Exercise directions: From the entries below, pull out each line where "nodes" appears.
..........
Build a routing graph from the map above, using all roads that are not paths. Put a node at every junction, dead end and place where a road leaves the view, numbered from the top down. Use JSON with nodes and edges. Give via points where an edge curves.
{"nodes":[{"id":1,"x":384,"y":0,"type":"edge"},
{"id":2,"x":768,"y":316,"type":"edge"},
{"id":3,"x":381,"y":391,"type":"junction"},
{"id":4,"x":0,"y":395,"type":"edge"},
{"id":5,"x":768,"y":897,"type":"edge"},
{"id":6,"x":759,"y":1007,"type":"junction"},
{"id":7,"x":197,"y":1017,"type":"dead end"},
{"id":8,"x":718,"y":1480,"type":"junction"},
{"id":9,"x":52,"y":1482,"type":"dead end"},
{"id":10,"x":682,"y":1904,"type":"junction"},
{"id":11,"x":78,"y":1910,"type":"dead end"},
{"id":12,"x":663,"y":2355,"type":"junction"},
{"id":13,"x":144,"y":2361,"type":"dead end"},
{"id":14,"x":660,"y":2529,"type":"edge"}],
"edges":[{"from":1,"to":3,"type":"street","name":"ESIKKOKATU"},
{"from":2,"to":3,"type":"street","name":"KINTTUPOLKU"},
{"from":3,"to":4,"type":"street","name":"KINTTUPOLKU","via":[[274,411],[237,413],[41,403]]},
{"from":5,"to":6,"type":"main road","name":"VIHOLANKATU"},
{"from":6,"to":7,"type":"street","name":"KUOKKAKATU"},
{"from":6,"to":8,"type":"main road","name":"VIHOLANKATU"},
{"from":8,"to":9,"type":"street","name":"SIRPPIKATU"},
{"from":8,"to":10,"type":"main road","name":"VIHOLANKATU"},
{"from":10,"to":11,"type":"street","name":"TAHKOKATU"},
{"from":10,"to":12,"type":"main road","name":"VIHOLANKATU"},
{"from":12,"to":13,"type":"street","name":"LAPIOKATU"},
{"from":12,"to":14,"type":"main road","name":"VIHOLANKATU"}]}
..........
Task response:
Build a routing graph from the map above, using all roads that are not paths. Put a node at every junction, dead end and place where a road leaves the view, numbered from the top down. Use JSON with nodes and edges. Give via points where an edge curves.
{"nodes":[{"id":1,"x":384,"y":0,"type":"edge"},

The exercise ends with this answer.